--- What the exercise asks ---
Find the lines holding the string "Pellico" in the data, then copy all of them.

---------- Data to examine

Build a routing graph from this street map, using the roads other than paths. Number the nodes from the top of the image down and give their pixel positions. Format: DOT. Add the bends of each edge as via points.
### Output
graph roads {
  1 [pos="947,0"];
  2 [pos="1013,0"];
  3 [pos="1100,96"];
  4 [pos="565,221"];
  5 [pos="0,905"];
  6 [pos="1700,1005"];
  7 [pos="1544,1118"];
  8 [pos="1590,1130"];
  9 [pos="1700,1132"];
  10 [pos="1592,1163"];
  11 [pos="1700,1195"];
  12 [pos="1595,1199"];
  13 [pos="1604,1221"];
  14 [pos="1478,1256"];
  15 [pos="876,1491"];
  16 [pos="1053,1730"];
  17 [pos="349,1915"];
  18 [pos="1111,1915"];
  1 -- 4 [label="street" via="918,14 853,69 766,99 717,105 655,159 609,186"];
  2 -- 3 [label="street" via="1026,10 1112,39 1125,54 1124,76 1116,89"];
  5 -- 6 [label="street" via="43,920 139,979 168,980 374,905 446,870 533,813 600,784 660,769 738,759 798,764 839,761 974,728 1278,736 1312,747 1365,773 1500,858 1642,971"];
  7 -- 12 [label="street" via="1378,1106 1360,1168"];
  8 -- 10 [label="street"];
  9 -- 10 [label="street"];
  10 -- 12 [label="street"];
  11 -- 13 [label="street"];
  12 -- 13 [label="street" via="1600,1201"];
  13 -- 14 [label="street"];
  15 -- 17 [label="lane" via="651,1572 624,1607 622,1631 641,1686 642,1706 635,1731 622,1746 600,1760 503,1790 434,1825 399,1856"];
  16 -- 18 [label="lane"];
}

--------------------
---------- Data to examine

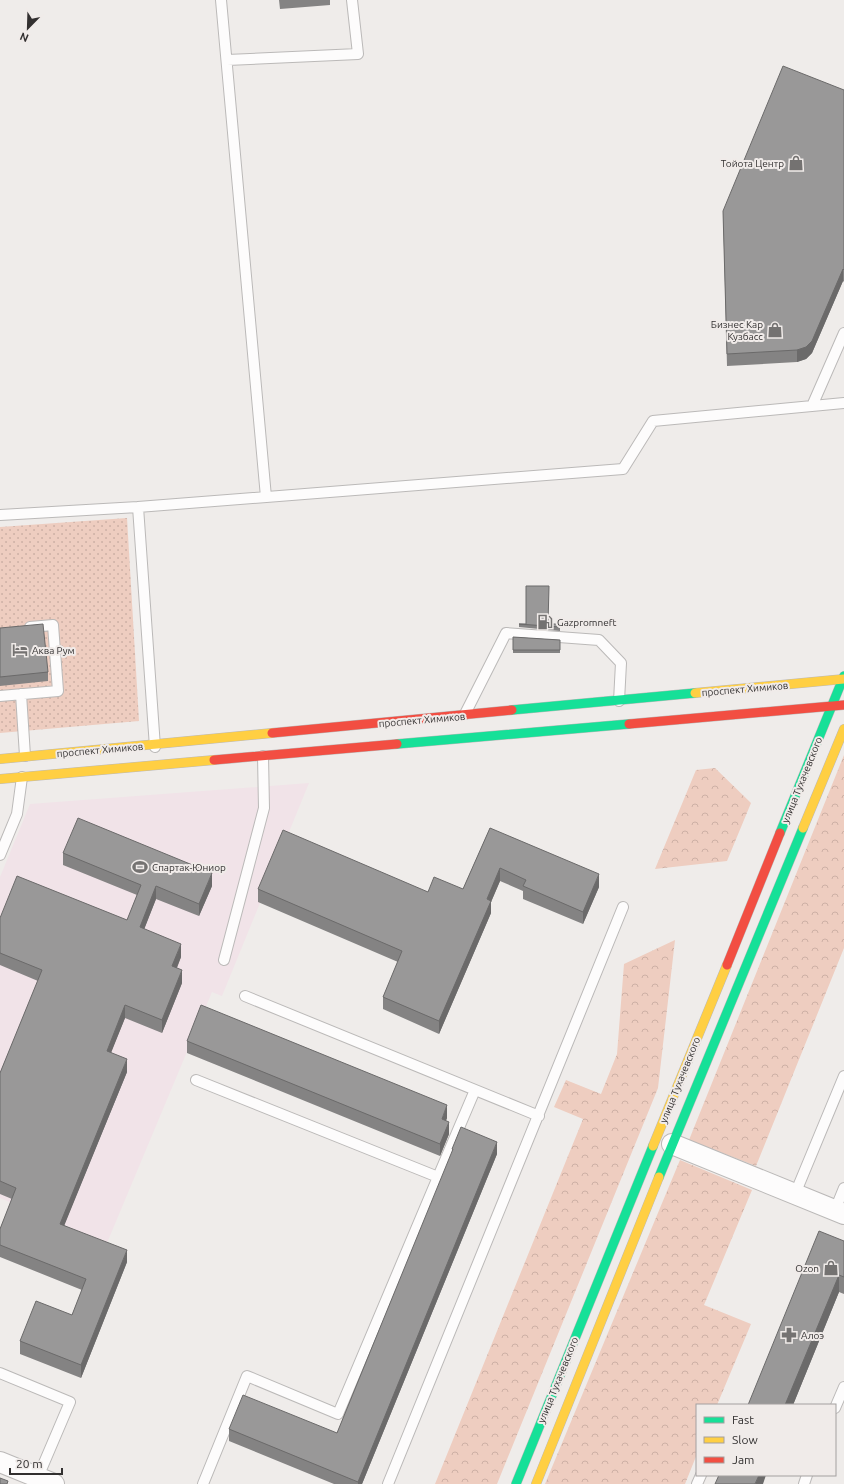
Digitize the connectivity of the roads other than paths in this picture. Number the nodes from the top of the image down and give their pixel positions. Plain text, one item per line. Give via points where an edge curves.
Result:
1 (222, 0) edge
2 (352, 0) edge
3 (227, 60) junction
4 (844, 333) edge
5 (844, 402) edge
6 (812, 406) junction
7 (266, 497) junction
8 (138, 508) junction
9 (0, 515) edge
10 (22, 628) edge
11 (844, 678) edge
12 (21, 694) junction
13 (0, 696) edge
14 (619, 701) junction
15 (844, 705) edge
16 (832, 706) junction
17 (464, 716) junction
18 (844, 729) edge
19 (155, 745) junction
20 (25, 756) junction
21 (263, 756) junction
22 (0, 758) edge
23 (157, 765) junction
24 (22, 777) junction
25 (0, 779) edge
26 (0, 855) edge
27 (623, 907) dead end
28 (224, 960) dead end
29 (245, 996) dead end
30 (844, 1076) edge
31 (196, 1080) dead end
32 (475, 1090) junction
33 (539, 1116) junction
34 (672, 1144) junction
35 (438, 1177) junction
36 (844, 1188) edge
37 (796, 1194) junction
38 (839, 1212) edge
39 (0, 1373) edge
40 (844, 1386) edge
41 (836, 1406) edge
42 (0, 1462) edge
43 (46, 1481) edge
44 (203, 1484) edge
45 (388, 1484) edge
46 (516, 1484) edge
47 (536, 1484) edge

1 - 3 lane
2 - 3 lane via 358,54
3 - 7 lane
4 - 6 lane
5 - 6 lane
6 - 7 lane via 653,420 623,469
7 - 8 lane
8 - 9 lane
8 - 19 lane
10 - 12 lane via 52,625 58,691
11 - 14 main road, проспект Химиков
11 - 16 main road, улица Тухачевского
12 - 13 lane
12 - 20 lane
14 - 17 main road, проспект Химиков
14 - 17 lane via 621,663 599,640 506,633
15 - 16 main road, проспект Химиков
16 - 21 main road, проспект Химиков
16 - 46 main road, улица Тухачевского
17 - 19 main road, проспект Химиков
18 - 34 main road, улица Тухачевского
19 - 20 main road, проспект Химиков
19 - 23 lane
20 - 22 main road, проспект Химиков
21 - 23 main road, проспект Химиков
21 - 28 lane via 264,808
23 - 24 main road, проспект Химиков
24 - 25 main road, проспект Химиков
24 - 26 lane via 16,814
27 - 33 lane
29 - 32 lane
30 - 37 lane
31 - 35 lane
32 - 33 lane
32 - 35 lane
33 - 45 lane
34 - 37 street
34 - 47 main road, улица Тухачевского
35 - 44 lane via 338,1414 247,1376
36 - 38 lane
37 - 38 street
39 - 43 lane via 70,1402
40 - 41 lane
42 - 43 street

--------------------
---------- Data to examine

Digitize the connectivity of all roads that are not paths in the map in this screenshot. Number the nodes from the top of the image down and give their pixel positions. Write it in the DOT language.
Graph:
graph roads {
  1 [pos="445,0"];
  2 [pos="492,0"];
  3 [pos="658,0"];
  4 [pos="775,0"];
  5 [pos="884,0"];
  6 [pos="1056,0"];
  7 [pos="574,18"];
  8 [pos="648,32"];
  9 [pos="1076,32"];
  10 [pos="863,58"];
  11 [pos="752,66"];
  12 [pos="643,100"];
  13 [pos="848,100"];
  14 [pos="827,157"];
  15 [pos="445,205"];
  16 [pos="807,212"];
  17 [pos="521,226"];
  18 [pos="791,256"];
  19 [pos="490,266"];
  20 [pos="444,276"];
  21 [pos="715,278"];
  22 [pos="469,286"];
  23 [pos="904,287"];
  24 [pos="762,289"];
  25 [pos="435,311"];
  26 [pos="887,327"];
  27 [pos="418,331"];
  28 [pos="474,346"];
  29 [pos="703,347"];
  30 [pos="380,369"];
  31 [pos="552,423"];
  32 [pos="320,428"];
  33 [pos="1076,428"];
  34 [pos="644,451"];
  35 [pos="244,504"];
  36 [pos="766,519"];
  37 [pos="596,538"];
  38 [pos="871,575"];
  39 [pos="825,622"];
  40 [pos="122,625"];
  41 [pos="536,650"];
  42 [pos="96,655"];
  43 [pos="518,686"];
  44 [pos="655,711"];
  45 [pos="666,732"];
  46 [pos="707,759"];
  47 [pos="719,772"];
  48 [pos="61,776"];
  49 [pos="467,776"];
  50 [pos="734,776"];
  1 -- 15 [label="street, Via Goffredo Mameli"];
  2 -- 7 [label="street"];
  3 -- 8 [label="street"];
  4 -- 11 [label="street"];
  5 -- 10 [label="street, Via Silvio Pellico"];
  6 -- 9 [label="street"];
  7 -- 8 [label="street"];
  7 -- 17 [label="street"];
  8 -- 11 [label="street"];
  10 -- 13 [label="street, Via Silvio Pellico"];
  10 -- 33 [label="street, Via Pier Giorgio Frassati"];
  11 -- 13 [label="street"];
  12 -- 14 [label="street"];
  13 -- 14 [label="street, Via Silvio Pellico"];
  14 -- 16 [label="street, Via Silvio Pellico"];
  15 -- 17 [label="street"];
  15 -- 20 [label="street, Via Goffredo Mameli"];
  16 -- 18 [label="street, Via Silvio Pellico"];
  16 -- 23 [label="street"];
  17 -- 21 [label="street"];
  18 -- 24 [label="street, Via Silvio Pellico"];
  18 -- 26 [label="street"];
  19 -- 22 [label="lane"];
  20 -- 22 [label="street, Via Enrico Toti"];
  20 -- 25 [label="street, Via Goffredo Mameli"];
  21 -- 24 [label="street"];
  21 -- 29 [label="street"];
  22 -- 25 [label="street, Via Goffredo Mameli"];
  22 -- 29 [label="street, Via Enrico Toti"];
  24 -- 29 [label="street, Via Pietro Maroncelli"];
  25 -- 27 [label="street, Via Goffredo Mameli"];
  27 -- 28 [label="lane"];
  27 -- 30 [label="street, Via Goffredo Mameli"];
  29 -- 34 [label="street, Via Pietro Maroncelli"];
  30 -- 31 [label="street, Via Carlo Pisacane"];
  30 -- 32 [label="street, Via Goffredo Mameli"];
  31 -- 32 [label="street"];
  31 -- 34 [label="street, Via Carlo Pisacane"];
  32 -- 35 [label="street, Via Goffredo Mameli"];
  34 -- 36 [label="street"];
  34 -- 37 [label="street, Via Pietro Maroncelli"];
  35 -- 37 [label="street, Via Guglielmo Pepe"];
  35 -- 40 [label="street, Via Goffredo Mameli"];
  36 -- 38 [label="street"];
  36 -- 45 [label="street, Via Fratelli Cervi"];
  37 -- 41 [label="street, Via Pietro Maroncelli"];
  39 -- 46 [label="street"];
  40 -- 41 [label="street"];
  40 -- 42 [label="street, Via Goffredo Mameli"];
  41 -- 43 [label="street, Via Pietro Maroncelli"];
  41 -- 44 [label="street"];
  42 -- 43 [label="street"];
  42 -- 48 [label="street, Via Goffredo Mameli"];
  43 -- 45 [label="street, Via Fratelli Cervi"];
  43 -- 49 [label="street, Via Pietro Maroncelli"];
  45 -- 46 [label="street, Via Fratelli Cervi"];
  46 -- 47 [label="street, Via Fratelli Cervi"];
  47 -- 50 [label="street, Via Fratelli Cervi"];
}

--------------------

--- Answer to the problem ---
  5 -- 10 [label="street, Via Silvio Pellico"];
  10 -- 13 [label="street, Via Silvio Pellico"];
  13 -- 14 [label="street, Via Silvio Pellico"];
  14 -- 16 [label="street, Via Silvio Pellico"];
  16 -- 18 [label="street, Via Silvio Pellico"];
  18 -- 24 [label="street, Via Silvio Pellico"];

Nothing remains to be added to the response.